The Women’s Land Army and Timber Corps Memorial is lovely – I liked the figures better than the ATS one. The Women’s Land Army existed for two years in WW1 and was re-founded on 1 June 1939 (it was disbanded for the second time on 30 November 1950). By 1943, 80,000 women were working in the Land Army, and about 6,000 others were in the Timber Corps. Land Girls and Lumber Jills. The bronze memorial was unveiled in 2014. It is by Denise Dutton. 1,000 Land Girls worked as Rat Catchers, killing “Hitler’s little helpers”.
There is a selection of naval memorials. We sat in the Women’s Royal Naval Service garden for a while and admired the Wren. It is a memorial to the 21 WRNS and the 1 Naval Nursing Sister who died when SS Aguila was torpedoed in 1941.
The Naval Service Memorial commemorates those who have served, serve today and will serve tomorrow, regardless of rank, trade or fighting arm. It was created by Graeme Mitcheson, from a theme developed by Lt Col Nigel Huxtable. It is comprised of 13 coloured glass panels on a white granite terrace and includes a figure of Kilkenny limestone. The glass depicts the colours of the five oceans – steel grey with spume lines for the Atlantic, turquoise for the Indian, ultramarine for the Pacific and white for the Arctic and Southern oceans. Yellow for the rising sun, red for the setting sun and the blood spilled at sea, and on land. On the memorial’s terrace stands a figure of a sailor, head bowed in respect to shipmates everywhere, cap held in the ‘at ease’ position. The figure faces west, where the sun sets. The terrace has a carved inscription of the Tennyson poem ‘Crossing the Bar’, a phrase used when shipmates pass away (I’m sure I did the poem for O level). The glass panels cast a shadow suggesting the shape of a warship, visible only in sunlight and for a few hours each day. The carved shapes suggest waves and motion while the scale and colour hint at sails in a harbour. It was unveiled in 2014.

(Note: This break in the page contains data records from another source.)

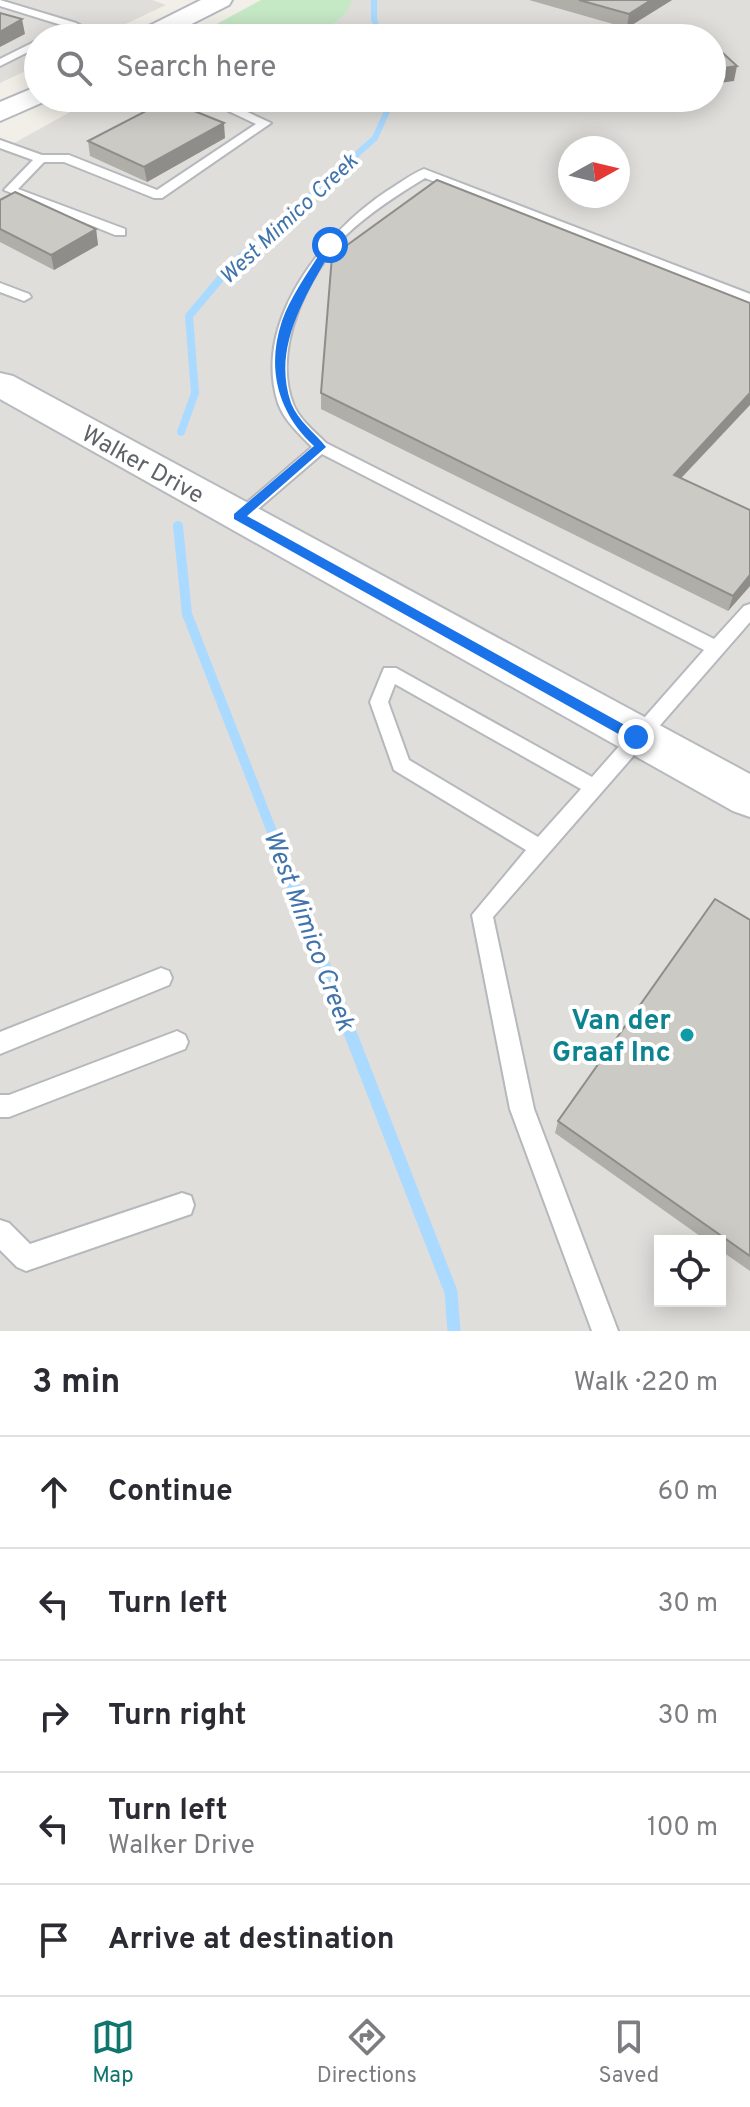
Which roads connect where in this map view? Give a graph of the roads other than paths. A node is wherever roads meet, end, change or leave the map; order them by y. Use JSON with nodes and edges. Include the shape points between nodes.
{"nodes":[{"id":1,"x":220,"y":0,"type":"edge"},
{"id":2,"x":41,"y":1,"type":"edge"},
{"id":3,"x":0,"y":3,"type":"edge"},
{"id":4,"x":26,"y":10,"type":"junction"},
{"id":5,"x":69,"y":24,"type":"edge"},
{"id":6,"x":172,"y":24,"type":"edge"},
{"id":7,"x":24,"y":50,"type":"edge"},
{"id":8,"x":0,"y":63,"type":"edge"},
{"id":9,"x":24,"y":101,"type":"edge"},
{"id":10,"x":239,"y":112,"type":"edge"},
{"id":11,"x":0,"y":113,"type":"edge"},
{"id":12,"x":0,"y":144,"type":"edge"},
{"id":13,"x":79,"y":150,"type":"dead end"},
{"id":14,"x":65,"y":158,"type":"junction"},
{"id":15,"x":41,"y":159,"type":"junction"},
{"id":16,"x":4,"y":195,"type":"edge"},
{"id":17,"x":120,"y":232,"type":"dead end"},
{"id":18,"x":0,"y":287,"type":"edge"},
{"id":19,"x":24,"y":297,"type":"dead end"},
{"id":20,"x":750,"y":299,"type":"edge"},
{"id":21,"x":3,"y":389,"type":"edge"},
{"id":22,"x":321,"y":447,"type":"junction"},
{"id":23,"x":238,"y":517,"type":"junction"},
{"id":24,"x":750,"y":610,"type":"edge"},
{"id":25,"x":716,"y":648,"type":"junction"},
{"id":26,"x":636,"y":737,"type":"junction"},
{"id":27,"x":595,"y":788,"type":"junction"},
{"id":28,"x":748,"y":793,"type":"edge"},
{"id":29,"x":540,"y":848,"type":"junction"},
{"id":30,"x":161,"y":978,"type":"dead end"},
{"id":31,"x":177,"y":1042,"type":"dead end"},
{"id":32,"x":0,"y":1043,"type":"edge"},
{"id":33,"x":0,"y":1106,"type":"edge"},
{"id":34,"x":182,"y":1205,"type":"dead end"},
{"id":35,"x":0,"y":1232,"type":"edge"},
{"id":36,"x":605,"y":1331,"type":"edge"}],
"edges":[{"from":1,"to":6,"type":"street"},
{"from":2,"to":4,"type":"lane"},
{"from":3,"to":4,"type":"lane"},
{"from":4,"to":5,"type":"lane"},
{"from":7,"to":8,"type":"lane"},
{"from":9,"to":11,"type":"street"},
{"from":10,"to":14,"type":"lane","via":[[265,123],[158,195]]},
{"from":12,"to":15,"type":"lane"},
{"from":13,"to":14,"type":"lane"},
{"from":14,"to":15,"type":"lane"},
{"from":15,"to":16,"type":"lane"},
{"from":16,"to":17,"type":"lane","via":[[24,197]]},
{"from":18,"to":19,"type":"lane"},
{"from":20,"to":22,"type":"lane","via":[[424,173],[369,208],[330,245],[287,321],[280,365],[286,403]]},
{"from":21,"to":23,"type":"street","name":"Walker Drive"},
{"from":22,"to":23,"type":"lane"},
{"from":22,"to":25,"type":"lane"},
{"from":23,"to":26,"type":"street","name":"Walker Drive"},
{"from":24,"to":25,"type":"lane"},
{"from":25,"to":26,"type":"lane"},
{"from":26,"to":27,"type":"lane"},
{"from":26,"to":28,"type":"street","name":"Walker Drive"},
{"from":27,"to":29,"type":"lane"},
{"from":27,"to":29,"type":"lane","via":[[390,673],[379,702],[401,765]]},
{"from":29,"to":36,"type":"lane","via":[[482,915],[522,1109]]},
{"from":30,"to":32,"type":"lane"},
{"from":31,"to":33,"type":"lane"},
{"from":34,"to":35,"type":"lane","via":[[26,1258]]}]}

The memorial I wanted to find was the one to all the crew members of HMS Barham, from her launching in October 1914 to her sinking on 25 November 1942. I wrote my daily facebook rambling about this later that day:
When we were in Orkney we went to the island of Hoy, and I was wandering round the Naval Cemetery at Lyness. I found the memorial to the Chaplain, the wonderfully named Henry Dixon Dixon-Wright, who was one of the 26 who died when she was involved in the Battle of Jutland.

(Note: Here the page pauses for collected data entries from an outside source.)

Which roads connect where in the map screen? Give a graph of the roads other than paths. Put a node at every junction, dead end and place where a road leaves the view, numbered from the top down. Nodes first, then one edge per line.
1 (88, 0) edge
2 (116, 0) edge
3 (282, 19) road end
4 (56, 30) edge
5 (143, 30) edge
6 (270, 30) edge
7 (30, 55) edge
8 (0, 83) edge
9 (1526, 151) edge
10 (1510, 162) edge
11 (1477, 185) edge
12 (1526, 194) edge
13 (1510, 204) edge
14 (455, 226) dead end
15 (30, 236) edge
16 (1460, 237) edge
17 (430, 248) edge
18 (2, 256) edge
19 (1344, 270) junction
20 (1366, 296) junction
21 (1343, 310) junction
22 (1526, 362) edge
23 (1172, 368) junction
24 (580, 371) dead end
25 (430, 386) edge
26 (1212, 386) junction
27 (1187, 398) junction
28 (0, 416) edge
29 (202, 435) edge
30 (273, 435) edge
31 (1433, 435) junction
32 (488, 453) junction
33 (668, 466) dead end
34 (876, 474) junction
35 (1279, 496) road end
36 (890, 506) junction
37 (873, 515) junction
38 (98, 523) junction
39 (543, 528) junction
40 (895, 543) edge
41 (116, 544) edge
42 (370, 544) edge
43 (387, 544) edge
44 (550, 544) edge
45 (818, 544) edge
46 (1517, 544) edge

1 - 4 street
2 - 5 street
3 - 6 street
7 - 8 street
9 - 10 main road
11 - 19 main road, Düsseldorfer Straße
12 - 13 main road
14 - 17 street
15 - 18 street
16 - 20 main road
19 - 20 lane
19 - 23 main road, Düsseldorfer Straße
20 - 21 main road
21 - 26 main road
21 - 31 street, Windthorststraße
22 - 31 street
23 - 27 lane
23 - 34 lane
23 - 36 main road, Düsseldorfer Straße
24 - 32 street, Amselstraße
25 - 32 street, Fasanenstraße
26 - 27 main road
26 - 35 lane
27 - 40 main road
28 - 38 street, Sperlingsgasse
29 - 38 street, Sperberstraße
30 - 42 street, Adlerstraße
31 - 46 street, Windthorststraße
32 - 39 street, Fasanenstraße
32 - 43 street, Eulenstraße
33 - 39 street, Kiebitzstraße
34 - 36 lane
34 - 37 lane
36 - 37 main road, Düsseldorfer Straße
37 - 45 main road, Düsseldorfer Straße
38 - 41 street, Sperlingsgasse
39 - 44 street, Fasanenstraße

At the start of WW2 she was part of the Mediterranean fleet, and saw action off the coast of Africa, on convoys to Gibraltar, and came as far north as Scapa Flow. On the afternoon of 25 November 1941, she was one of a group of ships which departed Alexandria to hunt for Italian convoys in the Central Mediterranean. She was torpedoed by submarine U-331, three of the four torpedoes struck amidships so closely together as to throw up a single massive water column. Barham quickly capsized to port and was lying on her side when a massive magazine explosion occurred about four minutes after she was torpedoed and sank her. 841 men lost their lives.

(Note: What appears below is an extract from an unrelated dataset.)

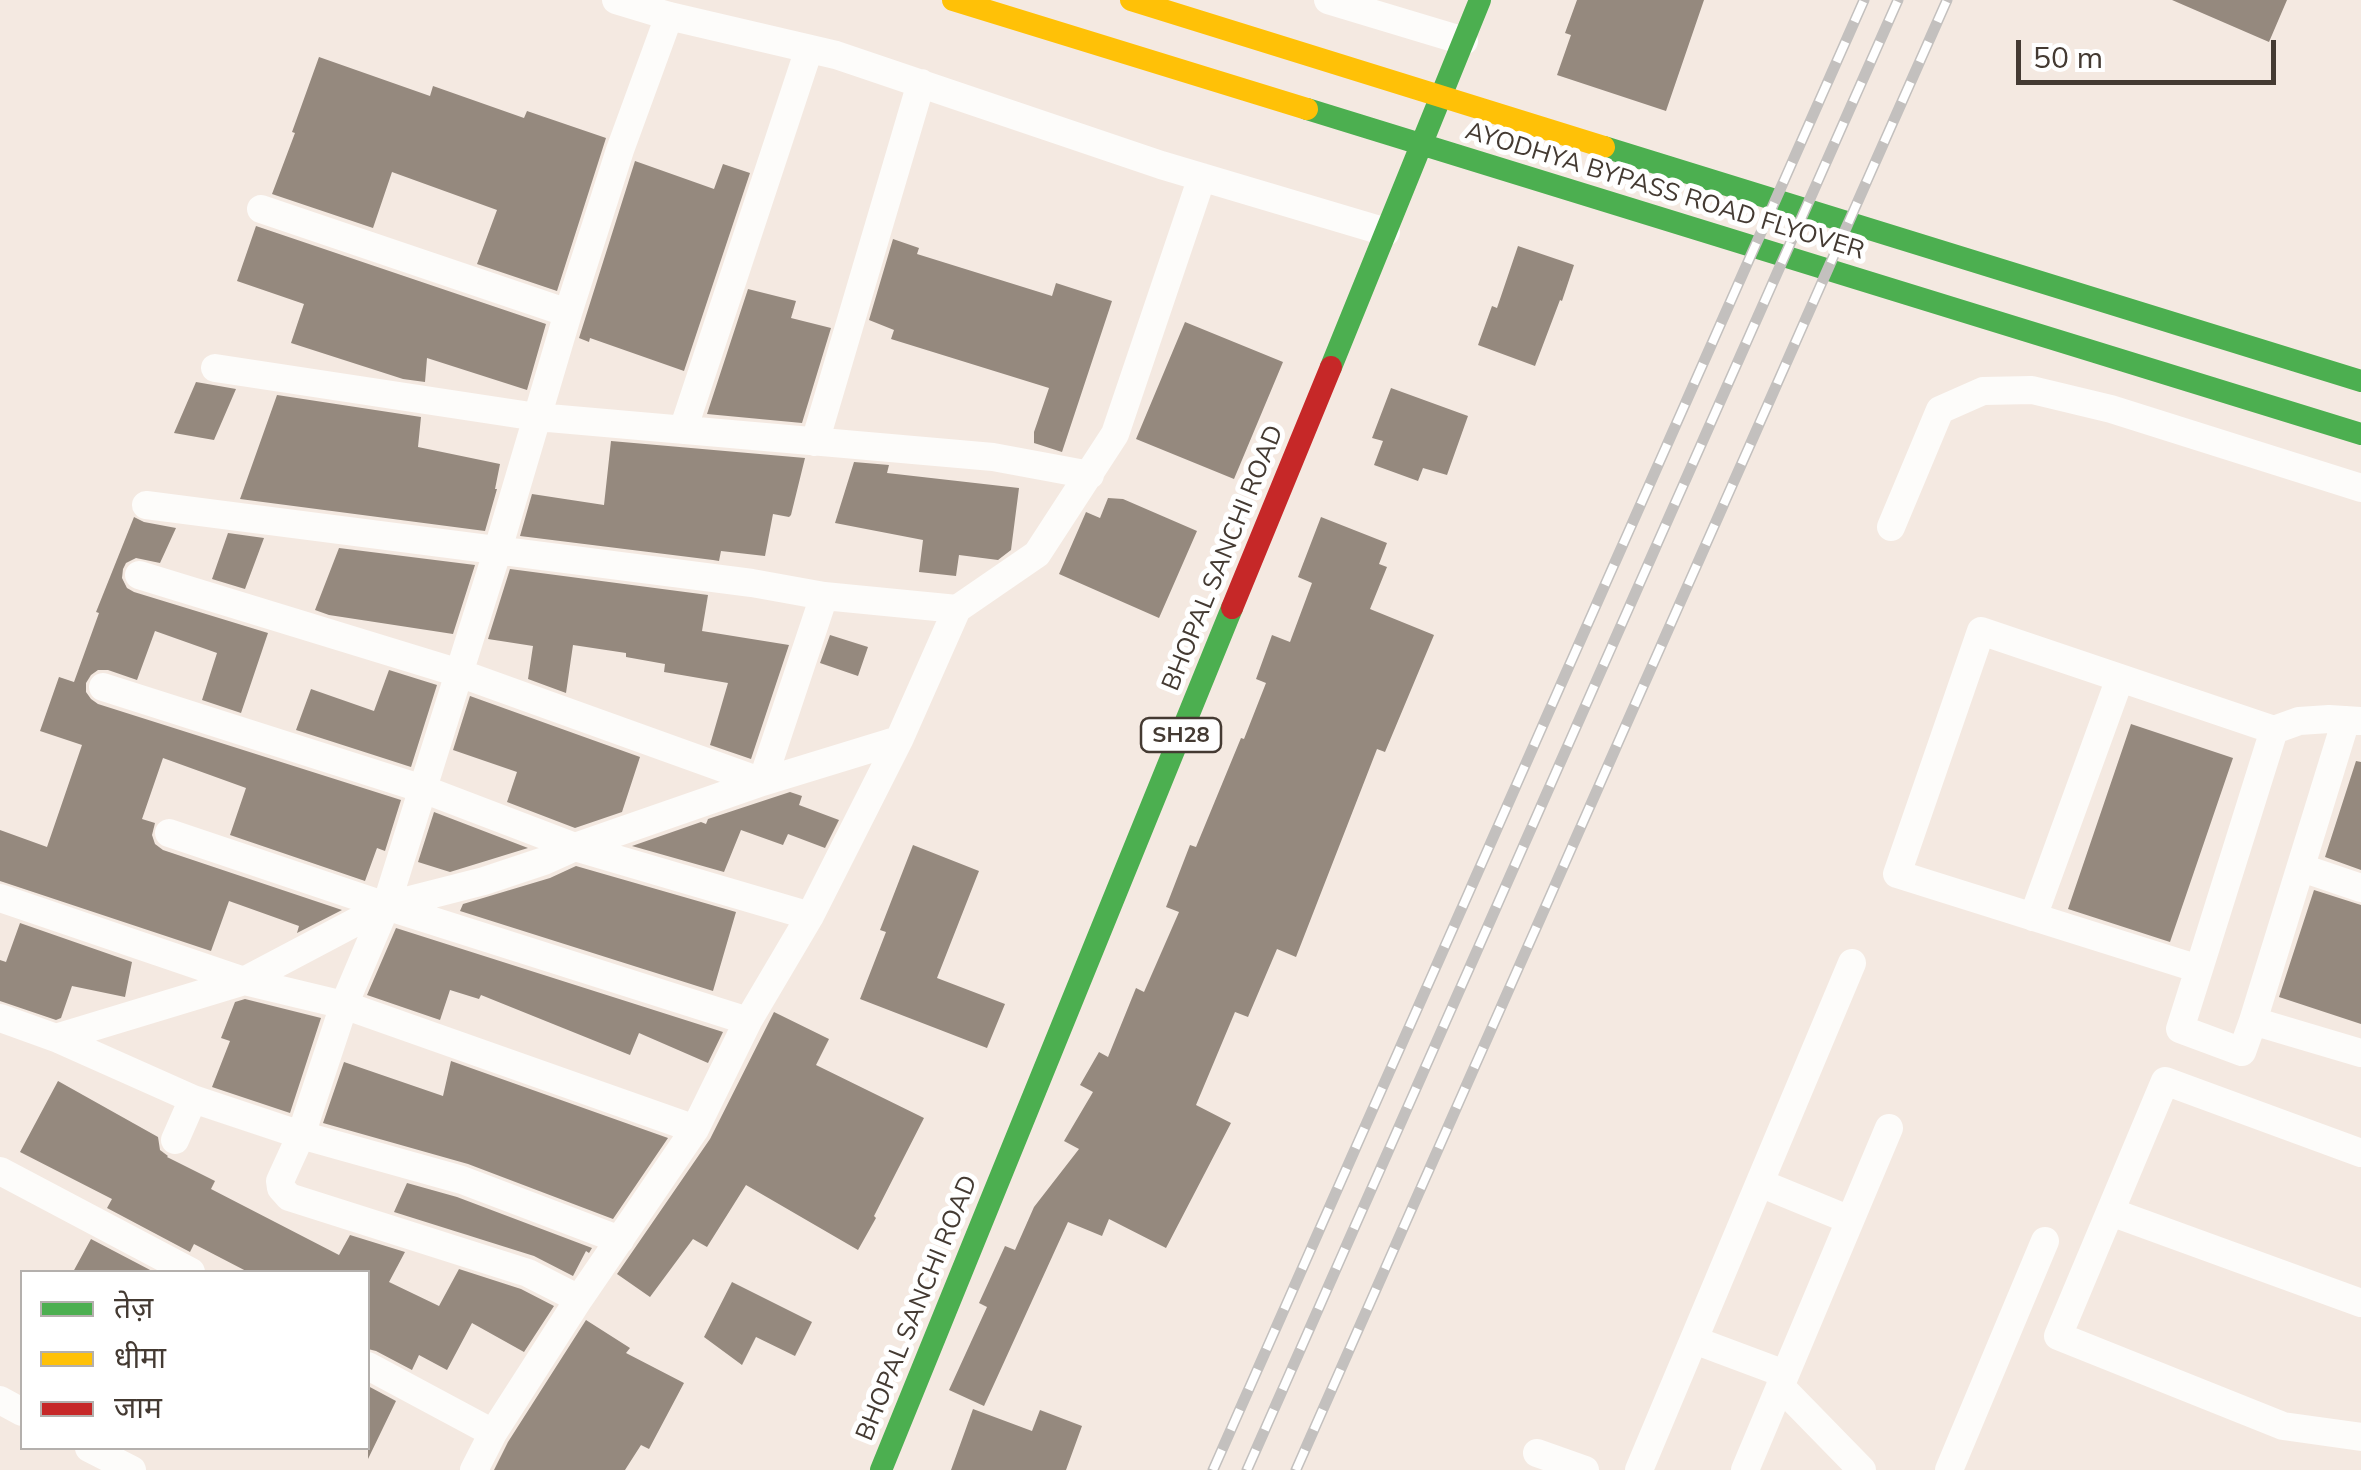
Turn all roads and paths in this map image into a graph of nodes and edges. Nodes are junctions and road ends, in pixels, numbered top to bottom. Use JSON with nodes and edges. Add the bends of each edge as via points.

When I mentioned finding the memorial on Hoy to my colleagues St Edmundsbury Cathedral Neil the Dean told me that the candlesticks at Westminster Abbey had been given in memory of the survivors, and when I did some research I found that on the nearest Saturday to 25 November the HMS Barham Association attended Evensong. In 2011 Gareth and I joined them. It was the 70th anniversary and, for the final time, the survivors carried the Standard to the Tomb of the Unknown Warrior (I’m sure there’s a more naval way of expressing that). There were several hundred of us in the Abbey, and you could have heard a pin drop as a group of very old men made their way down the Nave. Incredibly moving.
They shall grow not old, as we that are left grow old: Age shall not weary them, nor the years condemn. At the going down of the sun and in the morning. We will remember them.
Hi
I have been inspired by your blog posts about the National Memorial Aboretum to plan a visit there shortly. I will be taking your notes with me. I will let you know how I get on.